TASK OBJECTIVE »
Every entry should be reproduced word for word.

INPUT FOR THIS TASK »
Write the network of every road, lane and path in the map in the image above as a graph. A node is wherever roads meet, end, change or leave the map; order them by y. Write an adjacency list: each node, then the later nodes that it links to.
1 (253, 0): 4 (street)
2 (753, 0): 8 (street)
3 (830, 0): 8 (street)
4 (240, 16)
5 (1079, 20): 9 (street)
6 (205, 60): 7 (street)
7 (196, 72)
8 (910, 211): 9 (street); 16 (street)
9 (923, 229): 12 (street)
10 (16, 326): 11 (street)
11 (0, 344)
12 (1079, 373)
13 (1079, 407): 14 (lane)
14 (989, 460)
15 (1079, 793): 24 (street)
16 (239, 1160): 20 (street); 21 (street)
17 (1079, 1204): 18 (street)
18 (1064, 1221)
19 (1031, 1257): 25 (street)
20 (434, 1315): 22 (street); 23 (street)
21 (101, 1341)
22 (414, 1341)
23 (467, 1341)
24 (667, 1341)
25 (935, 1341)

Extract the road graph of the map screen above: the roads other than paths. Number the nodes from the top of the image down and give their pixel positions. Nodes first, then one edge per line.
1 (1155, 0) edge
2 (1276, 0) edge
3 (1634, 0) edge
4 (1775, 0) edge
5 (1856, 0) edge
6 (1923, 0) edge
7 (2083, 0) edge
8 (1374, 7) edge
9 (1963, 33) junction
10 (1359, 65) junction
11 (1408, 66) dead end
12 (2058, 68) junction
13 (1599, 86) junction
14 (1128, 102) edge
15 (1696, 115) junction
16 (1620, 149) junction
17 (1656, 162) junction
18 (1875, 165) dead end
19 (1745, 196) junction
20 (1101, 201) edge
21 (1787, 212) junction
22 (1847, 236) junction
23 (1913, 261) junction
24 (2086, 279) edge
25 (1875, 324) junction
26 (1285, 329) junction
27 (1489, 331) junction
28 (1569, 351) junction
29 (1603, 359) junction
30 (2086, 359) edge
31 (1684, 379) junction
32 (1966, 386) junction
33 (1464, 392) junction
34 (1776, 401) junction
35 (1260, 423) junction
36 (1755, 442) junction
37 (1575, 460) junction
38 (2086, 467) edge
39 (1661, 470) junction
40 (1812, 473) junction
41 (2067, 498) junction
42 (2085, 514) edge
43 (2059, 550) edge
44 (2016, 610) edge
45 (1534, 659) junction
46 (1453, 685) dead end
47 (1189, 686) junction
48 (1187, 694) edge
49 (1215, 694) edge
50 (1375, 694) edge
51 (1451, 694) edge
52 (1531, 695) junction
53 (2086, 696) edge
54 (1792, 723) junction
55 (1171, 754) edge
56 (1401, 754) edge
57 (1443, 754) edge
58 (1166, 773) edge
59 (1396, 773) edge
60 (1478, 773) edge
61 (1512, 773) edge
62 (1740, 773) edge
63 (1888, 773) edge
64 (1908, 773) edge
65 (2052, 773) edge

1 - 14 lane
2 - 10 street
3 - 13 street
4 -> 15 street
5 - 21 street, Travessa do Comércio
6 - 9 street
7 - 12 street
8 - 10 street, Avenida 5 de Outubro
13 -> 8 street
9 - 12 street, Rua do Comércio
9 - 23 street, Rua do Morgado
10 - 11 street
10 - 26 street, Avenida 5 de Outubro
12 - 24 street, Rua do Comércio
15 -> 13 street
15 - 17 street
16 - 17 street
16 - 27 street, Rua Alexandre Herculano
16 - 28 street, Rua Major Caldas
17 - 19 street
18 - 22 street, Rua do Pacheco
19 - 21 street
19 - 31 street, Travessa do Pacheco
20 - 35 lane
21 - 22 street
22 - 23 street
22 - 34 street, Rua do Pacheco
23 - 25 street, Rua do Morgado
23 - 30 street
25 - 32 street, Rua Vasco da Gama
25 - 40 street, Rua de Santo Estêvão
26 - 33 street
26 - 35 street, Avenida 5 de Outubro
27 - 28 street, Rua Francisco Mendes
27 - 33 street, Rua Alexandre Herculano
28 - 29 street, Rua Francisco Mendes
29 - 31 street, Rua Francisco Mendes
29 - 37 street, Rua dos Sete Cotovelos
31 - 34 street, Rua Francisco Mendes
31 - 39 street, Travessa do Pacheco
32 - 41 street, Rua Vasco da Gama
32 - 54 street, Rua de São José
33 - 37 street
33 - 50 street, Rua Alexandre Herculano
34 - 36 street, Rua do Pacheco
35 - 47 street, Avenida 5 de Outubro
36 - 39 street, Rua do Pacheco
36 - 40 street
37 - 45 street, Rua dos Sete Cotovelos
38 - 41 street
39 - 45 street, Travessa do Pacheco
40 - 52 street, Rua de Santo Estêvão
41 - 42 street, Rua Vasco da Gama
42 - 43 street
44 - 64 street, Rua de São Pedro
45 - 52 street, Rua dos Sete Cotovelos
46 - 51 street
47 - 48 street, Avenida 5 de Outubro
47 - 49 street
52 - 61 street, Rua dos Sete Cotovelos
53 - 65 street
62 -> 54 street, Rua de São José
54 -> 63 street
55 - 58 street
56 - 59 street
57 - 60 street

SOLVED EXERCISE »
Write the network of every road, lane and path in the map in the image above as a graph. A node is wherever roads meet, end, change or leave the map; order them by y. Write an adjacency list: each node, then the later nodes that it links to.
1 (253, 0): 4 (street)
2 (753, 0): 8 (street)
3 (830, 0): 8 (street)
4 (240, 16)
5 (1079, 20): 9 (street)
6 (205, 60): 7 (street)
7 (196, 72)
8 (910, 211): 9 (street); 16 (street)
9 (923, 229): 12 (street)
10 (16, 326): 11 (street)
11 (0, 344)
12 (1079, 373)
13 (1079, 407): 14 (lane)
14 (989, 460)
15 (1079, 793): 24 (street)
16 (239, 1160): 20 (street); 21 (street)
17 (1079, 1204): 18 (street)
18 (1064, 1221)
19 (1031, 1257): 25 (street)
20 (434, 1315): 22 (street); 23 (street)
21 (101, 1341)
22 (414, 1341)
23 (467, 1341)
24 (667, 1341)
25 (935, 1341)

Extract the road graph of the map screen above: the roads other than paths. Number the nodes from the top of the image down and give their pixel positions. Nodes first, then one edge per line.
1 (1155, 0) edge
2 (1276, 0) edge
3 (1634, 0) edge
4 (1775, 0) edge
5 (1856, 0) edge
6 (1923, 0) edge
7 (2083, 0) edge
8 (1374, 7) edge
9 (1963, 33) junction
10 (1359, 65) junction
11 (1408, 66) dead end
12 (2058, 68) junction
13 (1599, 86) junction
14 (1128, 102) edge
15 (1696, 115) junction
16 (1620, 149) junction
17 (1656, 162) junction
18 (1875, 165) dead end
19 (1745, 196) junction
20 (1101, 201) edge
21 (1787, 212) junction
22 (1847, 236) junction
23 (1913, 261) junction
24 (2086, 279) edge
25 (1875, 324) junction
26 (1285, 329) junction
27 (1489, 331) junction
28 (1569, 351) junction
29 (1603, 359) junction
30 (2086, 359) edge
31 (1684, 379) junction
32 (1966, 386) junction
33 (1464, 392) junction
34 (1776, 401) junction
35 (1260, 423) junction
36 (1755, 442) junction
37 (1575, 460) junction
38 (2086, 467) edge
39 (1661, 470) junction
40 (1812, 473) junction
41 (2067, 498) junction
42 (2085, 514) edge
43 (2059, 550) edge
44 (2016, 610) edge
45 (1534, 659) junction
46 (1453, 685) dead end
47 (1189, 686) junction
48 (1187, 694) edge
49 (1215, 694) edge
50 (1375, 694) edge
51 (1451, 694) edge
52 (1531, 695) junction
53 (2086, 696) edge
54 (1792, 723) junction
55 (1171, 754) edge
56 (1401, 754) edge
57 (1443, 754) edge
58 (1166, 773) edge
59 (1396, 773) edge
60 (1478, 773) edge
61 (1512, 773) edge
62 (1740, 773) edge
63 (1888, 773) edge
64 (1908, 773) edge
65 (2052, 773) edge

1 - 14 lane
2 - 10 street
3 - 13 street
4 -> 15 street
5 - 21 street, Travessa do Comércio
6 - 9 street
7 - 12 street
8 - 10 street, Avenida 5 de Outubro
13 -> 8 street
9 - 12 street, Rua do Comércio
9 - 23 street, Rua do Morgado
10 - 11 street
10 - 26 street, Avenida 5 de Outubro
12 - 24 street, Rua do Comércio
15 -> 13 street
15 - 17 street
16 - 17 street
16 - 27 street, Rua Alexandre Herculano
16 - 28 street, Rua Major Caldas
17 - 19 street
18 - 22 street, Rua do Pacheco
19 - 21 street
19 - 31 street, Travessa do Pacheco
20 - 35 lane
21 - 22 street
22 - 23 street
22 - 34 street, Rua do Pacheco
23 - 25 street, Rua do Morgado
23 - 30 street
25 - 32 street, Rua Vasco da Gama
25 - 40 street, Rua de Santo Estêvão
26 - 33 street
26 - 35 street, Avenida 5 de Outubro
27 - 28 street, Rua Francisco Mendes
27 - 33 street, Rua Alexandre Herculano
28 - 29 street, Rua Francisco Mendes
29 - 31 street, Rua Francisco Mendes
29 - 37 street, Rua dos Sete Cotovelos
31 - 34 street, Rua Francisco Mendes
31 - 39 street, Travessa do Pacheco
32 - 41 street, Rua Vasco da Gama
32 - 54 street, Rua de São José
33 - 37 street
33 - 50 street, Rua Alexandre Herculano
34 - 36 street, Rua do Pacheco
35 - 47 street, Avenida 5 de Outubro
36 - 39 street, Rua do Pacheco
36 - 40 street
37 - 45 street, Rua dos Sete Cotovelos
38 - 41 street
39 - 45 street, Travessa do Pacheco
40 - 52 street, Rua de Santo Estêvão
41 - 42 street, Rua Vasco da Gama
42 - 43 street
44 - 64 street, Rua de São Pedro
45 - 52 street, Rua dos Sete Cotovelos
46 - 51 street
47 - 48 street, Avenida 5 de Outubro
47 - 49 street
52 - 61 street, Rua dos Sete Cotovelos
53 - 65 street
62 -> 54 street, Rua de São José
54 -> 63 street
55 - 58 street
56 - 59 street
57 - 60 street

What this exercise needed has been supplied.